Martini, endorsing the avant-garde

A new world has opened up to us through a project we’ve been involved with. The Life Negroni is a book about a classic Italian cocktail. It is also the story of so many other elements, including history, people, art, design and branding – the components that have created this drink. And it has been a fascinating journey. But more on the full project later.

In terms of design history, two of the most intriguing companies we have come across on our journey have been Campari and Martini & Rossi. Campari is a Milanese institution – the liquid hijacks the fashionista city’s evening aperitivo ritual, its hot red hue decorating almost every bar in town. Martini’s story is lovingly linked to Piedmont, to the vermouth di Torino, and the more sober industrial Northern Italian city.

Both companies share an incredible passion for championing the avant-garde through some very sophisticated notions of branding. The two worked with very daring artists, including the Italian Futurists, exploring novel ways of promoting their concepts, experimenting with new typeface, and ultimately creating companies that have been able to surpass so many competitors through history.
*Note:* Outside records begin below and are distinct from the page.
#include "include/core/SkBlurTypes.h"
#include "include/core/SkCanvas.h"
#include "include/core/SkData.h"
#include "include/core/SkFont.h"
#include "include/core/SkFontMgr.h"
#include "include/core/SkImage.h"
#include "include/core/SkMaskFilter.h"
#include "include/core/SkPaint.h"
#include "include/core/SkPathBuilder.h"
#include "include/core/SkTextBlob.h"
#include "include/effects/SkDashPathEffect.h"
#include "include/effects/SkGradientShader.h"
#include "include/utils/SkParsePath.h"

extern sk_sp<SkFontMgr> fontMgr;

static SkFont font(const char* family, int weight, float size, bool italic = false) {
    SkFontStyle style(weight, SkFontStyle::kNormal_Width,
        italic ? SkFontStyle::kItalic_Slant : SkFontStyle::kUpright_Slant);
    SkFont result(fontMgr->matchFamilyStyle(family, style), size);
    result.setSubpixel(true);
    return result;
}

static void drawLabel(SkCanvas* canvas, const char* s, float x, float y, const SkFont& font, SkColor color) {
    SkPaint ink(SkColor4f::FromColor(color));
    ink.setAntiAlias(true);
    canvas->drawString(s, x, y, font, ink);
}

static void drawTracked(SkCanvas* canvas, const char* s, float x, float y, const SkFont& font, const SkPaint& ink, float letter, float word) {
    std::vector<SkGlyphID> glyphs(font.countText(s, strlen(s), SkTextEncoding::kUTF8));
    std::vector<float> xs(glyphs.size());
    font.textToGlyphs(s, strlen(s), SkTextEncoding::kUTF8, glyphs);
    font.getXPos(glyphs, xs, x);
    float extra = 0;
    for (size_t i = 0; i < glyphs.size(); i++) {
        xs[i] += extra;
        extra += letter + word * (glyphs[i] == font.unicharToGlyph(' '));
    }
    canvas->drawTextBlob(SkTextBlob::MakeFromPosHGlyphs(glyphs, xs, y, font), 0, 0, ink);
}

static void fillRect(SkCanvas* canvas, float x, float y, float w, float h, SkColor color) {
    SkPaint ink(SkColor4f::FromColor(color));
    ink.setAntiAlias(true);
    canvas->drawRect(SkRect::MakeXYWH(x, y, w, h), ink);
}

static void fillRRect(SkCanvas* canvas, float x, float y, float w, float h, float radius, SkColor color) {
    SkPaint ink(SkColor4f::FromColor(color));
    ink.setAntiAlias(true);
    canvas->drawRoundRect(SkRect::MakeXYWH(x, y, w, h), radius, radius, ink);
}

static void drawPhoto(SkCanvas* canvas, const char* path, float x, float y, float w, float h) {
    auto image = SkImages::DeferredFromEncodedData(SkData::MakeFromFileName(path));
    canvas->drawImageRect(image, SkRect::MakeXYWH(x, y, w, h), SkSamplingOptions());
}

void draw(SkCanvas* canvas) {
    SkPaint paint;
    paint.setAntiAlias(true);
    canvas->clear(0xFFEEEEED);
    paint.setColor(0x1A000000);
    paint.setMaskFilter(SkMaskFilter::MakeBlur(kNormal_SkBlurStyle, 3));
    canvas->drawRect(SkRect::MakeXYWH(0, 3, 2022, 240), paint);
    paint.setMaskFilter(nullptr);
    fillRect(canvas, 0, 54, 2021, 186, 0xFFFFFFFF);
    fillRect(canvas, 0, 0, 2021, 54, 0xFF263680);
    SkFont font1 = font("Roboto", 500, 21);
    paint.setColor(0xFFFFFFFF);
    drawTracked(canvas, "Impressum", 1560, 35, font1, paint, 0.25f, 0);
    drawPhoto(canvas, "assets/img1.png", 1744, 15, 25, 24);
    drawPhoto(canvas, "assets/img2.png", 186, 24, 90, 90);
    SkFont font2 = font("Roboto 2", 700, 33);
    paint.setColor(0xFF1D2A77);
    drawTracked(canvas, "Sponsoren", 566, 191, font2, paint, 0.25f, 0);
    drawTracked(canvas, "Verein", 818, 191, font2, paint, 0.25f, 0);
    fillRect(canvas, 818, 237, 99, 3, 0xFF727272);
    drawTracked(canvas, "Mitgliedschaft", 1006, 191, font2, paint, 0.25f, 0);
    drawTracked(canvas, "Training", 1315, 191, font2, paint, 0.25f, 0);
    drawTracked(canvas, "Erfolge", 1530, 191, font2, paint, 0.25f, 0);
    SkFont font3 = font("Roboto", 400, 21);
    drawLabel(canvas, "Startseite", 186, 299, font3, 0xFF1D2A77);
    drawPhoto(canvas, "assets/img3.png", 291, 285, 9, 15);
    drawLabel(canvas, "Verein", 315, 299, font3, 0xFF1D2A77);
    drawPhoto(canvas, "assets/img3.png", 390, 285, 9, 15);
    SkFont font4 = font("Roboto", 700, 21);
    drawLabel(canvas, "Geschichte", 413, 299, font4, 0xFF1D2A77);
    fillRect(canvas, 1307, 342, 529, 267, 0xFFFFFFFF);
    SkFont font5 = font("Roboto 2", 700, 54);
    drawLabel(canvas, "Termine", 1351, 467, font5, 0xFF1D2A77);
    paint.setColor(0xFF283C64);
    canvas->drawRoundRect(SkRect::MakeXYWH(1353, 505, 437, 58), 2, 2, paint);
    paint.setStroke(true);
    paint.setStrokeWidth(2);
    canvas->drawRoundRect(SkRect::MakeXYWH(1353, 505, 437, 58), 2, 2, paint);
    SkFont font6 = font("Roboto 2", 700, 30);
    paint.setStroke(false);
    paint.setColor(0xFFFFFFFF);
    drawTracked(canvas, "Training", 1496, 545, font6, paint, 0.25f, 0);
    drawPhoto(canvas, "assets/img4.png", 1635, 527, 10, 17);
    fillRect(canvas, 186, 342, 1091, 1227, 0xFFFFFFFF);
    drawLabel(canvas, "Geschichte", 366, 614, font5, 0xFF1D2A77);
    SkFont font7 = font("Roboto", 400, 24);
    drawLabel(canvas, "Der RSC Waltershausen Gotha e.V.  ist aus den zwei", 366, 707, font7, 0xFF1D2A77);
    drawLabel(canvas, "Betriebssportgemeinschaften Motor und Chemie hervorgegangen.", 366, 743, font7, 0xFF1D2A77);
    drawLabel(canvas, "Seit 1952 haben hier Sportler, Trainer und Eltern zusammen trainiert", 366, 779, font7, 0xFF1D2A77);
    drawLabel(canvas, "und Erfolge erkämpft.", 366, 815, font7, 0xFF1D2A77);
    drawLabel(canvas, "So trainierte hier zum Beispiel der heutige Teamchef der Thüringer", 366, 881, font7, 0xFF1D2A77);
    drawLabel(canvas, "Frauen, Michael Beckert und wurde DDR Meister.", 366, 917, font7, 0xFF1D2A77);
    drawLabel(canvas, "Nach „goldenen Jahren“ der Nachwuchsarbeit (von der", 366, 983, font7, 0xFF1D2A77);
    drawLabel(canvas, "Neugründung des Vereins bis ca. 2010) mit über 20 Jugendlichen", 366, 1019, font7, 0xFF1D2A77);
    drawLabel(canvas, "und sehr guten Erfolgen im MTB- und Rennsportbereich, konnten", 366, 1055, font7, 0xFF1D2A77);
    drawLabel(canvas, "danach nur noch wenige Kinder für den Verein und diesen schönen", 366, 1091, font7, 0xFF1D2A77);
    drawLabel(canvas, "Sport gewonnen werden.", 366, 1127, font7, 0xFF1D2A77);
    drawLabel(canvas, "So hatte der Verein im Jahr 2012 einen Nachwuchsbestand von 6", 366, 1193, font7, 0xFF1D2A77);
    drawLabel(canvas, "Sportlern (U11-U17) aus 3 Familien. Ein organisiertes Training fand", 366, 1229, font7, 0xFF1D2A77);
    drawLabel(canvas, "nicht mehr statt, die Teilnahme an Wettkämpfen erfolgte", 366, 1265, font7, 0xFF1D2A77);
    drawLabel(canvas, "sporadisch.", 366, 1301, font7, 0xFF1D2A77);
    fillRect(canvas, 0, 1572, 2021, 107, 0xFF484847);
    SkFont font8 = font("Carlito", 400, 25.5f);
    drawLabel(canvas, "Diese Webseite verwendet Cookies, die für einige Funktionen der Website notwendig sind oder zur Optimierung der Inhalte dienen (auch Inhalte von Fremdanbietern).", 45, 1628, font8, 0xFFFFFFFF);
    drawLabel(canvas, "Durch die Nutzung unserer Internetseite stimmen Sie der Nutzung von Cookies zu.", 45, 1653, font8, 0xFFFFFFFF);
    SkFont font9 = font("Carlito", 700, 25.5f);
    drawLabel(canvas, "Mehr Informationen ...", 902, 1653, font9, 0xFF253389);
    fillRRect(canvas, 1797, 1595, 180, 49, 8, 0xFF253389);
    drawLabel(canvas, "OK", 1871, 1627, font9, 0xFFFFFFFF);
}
We have already published the story of Campari. The Martini & Rossi story began roughly around 1863 when three friends took over a vermouth distillery in the small village of Pessione outside of Turin. Salesman Alessandro Martini, accountant Teofilo Sola and vintner Luigi Rossi called their new company Martini, Sola e C.ia, renamed Martini & Rossi following the death of Sola in 1879.
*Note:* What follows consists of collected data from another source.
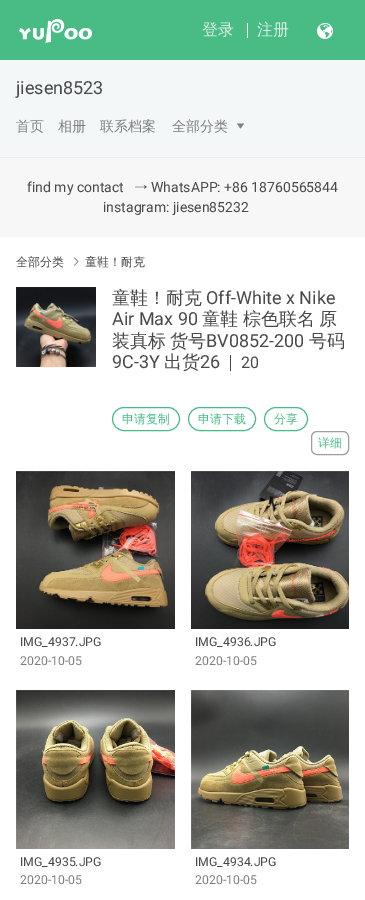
%!PS-Adobe-3.0
%%BoundingBox: 0 0 365 900
%%LanguageLevel: 3
%%Pages: 1
%%EndComments
%%BeginProlog
/m { moveto } bind def
/l { lineto } bind def
/h { closepath } bind def
/f { fill } bind def
/S { stroke } bind def
/fn { [ exch dup neg 0 0 3 -1 roll 0 0 ] selectfont } def
/tx { moveto show } def
/bx { rectfill } def
/rr { 5 dict begin { /r /h /w /y /x } { exch def } forall
  x r add y moveto x w add y 2 copy h add r arct x w add y h add x 1 index r arct
  x y h add x y r arct x y 2 copy exch w add exch r arct closepath end } def
/im { 5 dict begin { /h /w /y /x /name } { exch def } forall
  gsave x y translate w h scale
  w h 8 [w 0 0 h 0 0] name (r) file false 3 colorimage grestore end } def
%%EndProlog
%%BeginSetup
<< /PageSize [365 900] >> setpagedevice
%%EndSetup
%%Page: 1 1
0 900 translate 1 -1 scale
4 setmiterlimit
1 setgray
0 0 365 900 bx
0.286 0.737 0.522 setrgbcolor
0 0 365 60 bx
(image0.raw) 19 19 73 24 im
/WenQuanYiZenHei-Medium 16 fn
0.859 0.949 0.906 setrgbcolor
(登录) 202 35 tx
1 setgray
247 23 1 15 bx
0.859 0.949 0.906 setrgbcolor
(注册) 257 35 tx
(image1.raw) 317 23 16 16 im
0.953 0.969 0.969 setrgbcolor
0 60 365 97 bx
/Roboto-Regular 18 fn
0.286 setgray
(jiesen8523) 16 94 tx
/WenQuanYiZenHei-Medium 14 fn
0.498 setgray
(首页) 16 131 tx
(相册) 58 131 tx
(联系档案) 100 131 tx
(全部分类) 172 131 tx
240.5 128.5 m 237 123.5 l 244 123.5 l h f
0.969 setgray
0 158 365 79 bx
0.925 setgray
0 157 365 1 bx
/Roboto-Regular 14 fn
0.286 setgray
(find my contact) 27 192 tx
/WenQuanYiZenHei-Medium 14 fn
(→) 134 192 tx
/Roboto-Regular 14 fn
(WhatsAPP: +86 18760565844) 151 192 tx
(instagram: jiesen85232) 103 212 tx
/WenQuanYiZenHei-Medium 12 fn
(全部分类) 16 266 tx
(image2.raw) 74 257 5 9 im
(童鞋！耐克) 85 266 tx
(image3.raw) 16 287 80 80 im
/WenQuanYiZenHei-Medium 18 fn
(童鞋！耐克) 112 304 tx
/Roboto-Regular 18 fn
(Off-White x Nike) 206 304 tx
(Air Max 90) 112 325 tx
/WenQuanYiZenHei-Medium 18 fn
(童鞋) 202 325 tx
(棕色联名) 243 325 tx
(原) 319 325 tx
(装真标) 112 347 tx
(货号) 170 347 tx
/Roboto-Regular 18 fn
(BV0852-200) 206 347 tx
/WenQuanYiZenHei-Medium 18 fn
(号码) 309 347 tx
/Roboto-Regular 18 fn
(9C-3Y) 112 368 tx
/WenQuanYiZenHei-Medium 18 fn
(出货) 164 368 tx
/Roboto-Regular 18 fn
(26) 200 368 tx
230 355 1 16 bx
/Roboto-Regular 16 fn
(20) 241 368 tx
0.286 0.737 0.522 setrgbcolor
112.5 407.5 67 23 11.5 rr S
/WenQuanYiZenHei-Medium 12 fn
(申请复制) 122 423 tx
188.5 407.5 67 23 11.5 rr S
(申请下载) 198 423 tx
264.5 407.5 43 23 11.5 rr S
(分享) 274 423 tx
0.624 setgray
311.5 431.5 37 23 5.5 rr S
0.286 0.737 0.522 setrgbcolor
(详细) 318 447 tx
(image4.raw) 16 471 159 158 im
/Roboto-Regular 12.25 fn
0.286 setgray
(IMG_4937.JPG) 20 646 tx
0.498 setgray
(2020-10-05) 20 665 tx
(image5.raw) 191 471 158 158 im
0.286 setgray
(IMG_4936.JPG) 195 646 tx
0.498 setgray
(2020-10-05) 195 665 tx
(image6.raw) 16 690 159 159 im
0.286 setgray
(IMG_4935.JPG) 20 866 tx
0.498 setgray
(2020-10-05) 20 884 tx
(image7.raw) 191 690 158 159 im
0.286 setgray
(IMG_4934.JPG) 195 866 tx
0.498 setgray
(2020-10-05) 195 884 tx
showpage
%%EOF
The partners were attracted to Pessione for its great location nestled amongst the Monferrato hills and its wine producers, and the Turin-Asti-Genoa railway for easy access to the port of Genoa and the world’s exotic herbs and spices. So they purchased the farmhouses, vast surrounding fields and vineyards, and an elegant mansion house with spacious cellars that would become the home of Rossi and his family. Thus begun a journey to take the regional product of Vermouth di Torino to a world market.
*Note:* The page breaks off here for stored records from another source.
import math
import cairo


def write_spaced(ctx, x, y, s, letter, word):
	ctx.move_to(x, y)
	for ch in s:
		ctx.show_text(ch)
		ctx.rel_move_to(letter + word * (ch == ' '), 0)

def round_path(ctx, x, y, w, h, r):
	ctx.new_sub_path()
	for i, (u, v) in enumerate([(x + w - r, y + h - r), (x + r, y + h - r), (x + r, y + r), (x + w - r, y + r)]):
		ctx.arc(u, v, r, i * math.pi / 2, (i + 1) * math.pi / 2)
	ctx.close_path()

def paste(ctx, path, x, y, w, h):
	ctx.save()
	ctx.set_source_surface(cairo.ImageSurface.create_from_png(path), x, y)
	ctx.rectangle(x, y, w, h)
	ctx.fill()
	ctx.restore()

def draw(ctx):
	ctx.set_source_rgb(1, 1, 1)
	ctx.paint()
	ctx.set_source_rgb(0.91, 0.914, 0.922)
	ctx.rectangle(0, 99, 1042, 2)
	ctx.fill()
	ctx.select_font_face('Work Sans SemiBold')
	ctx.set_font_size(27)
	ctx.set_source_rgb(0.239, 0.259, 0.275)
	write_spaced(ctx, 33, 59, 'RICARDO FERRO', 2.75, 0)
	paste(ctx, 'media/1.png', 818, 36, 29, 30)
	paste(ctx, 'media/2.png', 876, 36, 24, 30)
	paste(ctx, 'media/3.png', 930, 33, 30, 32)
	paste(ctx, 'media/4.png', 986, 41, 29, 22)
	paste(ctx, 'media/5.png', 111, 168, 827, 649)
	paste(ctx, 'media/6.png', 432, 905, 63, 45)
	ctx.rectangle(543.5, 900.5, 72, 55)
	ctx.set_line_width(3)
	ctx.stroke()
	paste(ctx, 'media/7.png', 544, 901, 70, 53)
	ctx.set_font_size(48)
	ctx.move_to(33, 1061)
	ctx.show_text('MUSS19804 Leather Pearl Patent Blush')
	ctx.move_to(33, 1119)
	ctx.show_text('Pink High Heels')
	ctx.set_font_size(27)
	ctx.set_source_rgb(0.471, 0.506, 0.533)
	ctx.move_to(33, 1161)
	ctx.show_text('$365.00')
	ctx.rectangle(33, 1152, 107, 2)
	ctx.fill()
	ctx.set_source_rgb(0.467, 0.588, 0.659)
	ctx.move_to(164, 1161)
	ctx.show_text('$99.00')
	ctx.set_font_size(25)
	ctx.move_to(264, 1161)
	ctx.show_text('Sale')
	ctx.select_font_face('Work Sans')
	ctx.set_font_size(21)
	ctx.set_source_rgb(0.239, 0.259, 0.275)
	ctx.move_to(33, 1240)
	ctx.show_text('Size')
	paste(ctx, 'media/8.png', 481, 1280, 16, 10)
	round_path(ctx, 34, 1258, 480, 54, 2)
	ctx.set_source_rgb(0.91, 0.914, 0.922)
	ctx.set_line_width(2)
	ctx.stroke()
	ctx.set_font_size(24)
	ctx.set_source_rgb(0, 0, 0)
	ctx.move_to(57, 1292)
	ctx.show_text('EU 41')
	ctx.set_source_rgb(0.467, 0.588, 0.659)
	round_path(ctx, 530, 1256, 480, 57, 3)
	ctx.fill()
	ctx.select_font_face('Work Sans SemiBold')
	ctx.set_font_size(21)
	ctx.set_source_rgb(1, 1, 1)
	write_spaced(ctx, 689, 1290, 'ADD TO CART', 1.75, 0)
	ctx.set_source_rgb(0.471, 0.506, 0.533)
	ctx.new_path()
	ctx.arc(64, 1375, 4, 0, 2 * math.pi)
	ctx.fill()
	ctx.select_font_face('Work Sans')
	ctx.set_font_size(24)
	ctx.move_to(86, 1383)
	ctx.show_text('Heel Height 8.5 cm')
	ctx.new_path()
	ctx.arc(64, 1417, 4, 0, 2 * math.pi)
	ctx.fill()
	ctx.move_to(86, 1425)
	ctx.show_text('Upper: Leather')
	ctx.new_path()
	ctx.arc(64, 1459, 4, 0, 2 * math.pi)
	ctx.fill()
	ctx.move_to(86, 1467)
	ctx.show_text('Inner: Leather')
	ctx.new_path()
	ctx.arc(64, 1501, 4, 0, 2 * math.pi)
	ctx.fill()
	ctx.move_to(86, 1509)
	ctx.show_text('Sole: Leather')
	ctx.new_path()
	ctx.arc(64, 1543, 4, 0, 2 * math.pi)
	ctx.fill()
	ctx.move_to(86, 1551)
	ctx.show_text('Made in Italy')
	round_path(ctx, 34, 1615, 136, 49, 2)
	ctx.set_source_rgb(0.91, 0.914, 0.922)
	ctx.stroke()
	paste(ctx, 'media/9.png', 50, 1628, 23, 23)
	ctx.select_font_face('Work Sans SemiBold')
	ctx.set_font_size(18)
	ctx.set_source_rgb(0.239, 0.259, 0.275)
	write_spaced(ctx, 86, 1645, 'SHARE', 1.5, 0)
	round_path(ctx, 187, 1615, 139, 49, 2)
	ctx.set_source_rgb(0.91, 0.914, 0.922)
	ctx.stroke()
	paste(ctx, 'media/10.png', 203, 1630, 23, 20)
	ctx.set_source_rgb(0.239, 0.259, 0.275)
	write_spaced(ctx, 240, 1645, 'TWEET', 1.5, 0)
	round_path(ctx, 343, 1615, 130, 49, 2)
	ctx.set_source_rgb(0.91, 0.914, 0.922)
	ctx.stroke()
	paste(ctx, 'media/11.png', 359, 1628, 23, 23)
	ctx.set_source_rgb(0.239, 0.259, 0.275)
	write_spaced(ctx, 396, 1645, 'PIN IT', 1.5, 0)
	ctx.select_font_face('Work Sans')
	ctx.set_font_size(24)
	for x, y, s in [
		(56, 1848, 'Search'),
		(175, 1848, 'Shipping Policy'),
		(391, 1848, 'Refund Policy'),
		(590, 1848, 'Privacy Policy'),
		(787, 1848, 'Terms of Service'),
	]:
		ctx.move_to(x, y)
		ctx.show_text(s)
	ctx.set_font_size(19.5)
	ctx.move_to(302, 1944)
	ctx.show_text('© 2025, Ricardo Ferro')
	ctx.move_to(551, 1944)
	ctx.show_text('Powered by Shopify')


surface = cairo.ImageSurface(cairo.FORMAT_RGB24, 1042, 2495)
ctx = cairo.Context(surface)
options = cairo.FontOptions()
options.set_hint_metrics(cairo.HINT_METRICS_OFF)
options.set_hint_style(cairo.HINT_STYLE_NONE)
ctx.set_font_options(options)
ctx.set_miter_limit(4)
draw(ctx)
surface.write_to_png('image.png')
Their first step was to perfect their product and create a smoother, more sophisticated and consistent vermouth, one that was far superior to their regional competitors.

Success came quickly for this dynamic partnership and the company took the pioneering steps of shipping crates of vermouth across the Atlantic to New York.

With its large Italian migrant population, and growing cocktail scene, sales of vermouth flourished there. Within a year Martini & Rossi became the sole exporters of three quarters of all vermouth sold in the country, and by the end of the century, the company was selling to over seventy countries.

Visiting the house of Martini which is still based in Pessiona, it is clear that the company was a highly controlled operation from the start. Administrative documents, business stationery, packaging, everything was beautifully designed, with a cohesive design language. Innovative advertising by some of the leading avant-garde artists, designers and writers, ensured the Martini myth was carried to the masses.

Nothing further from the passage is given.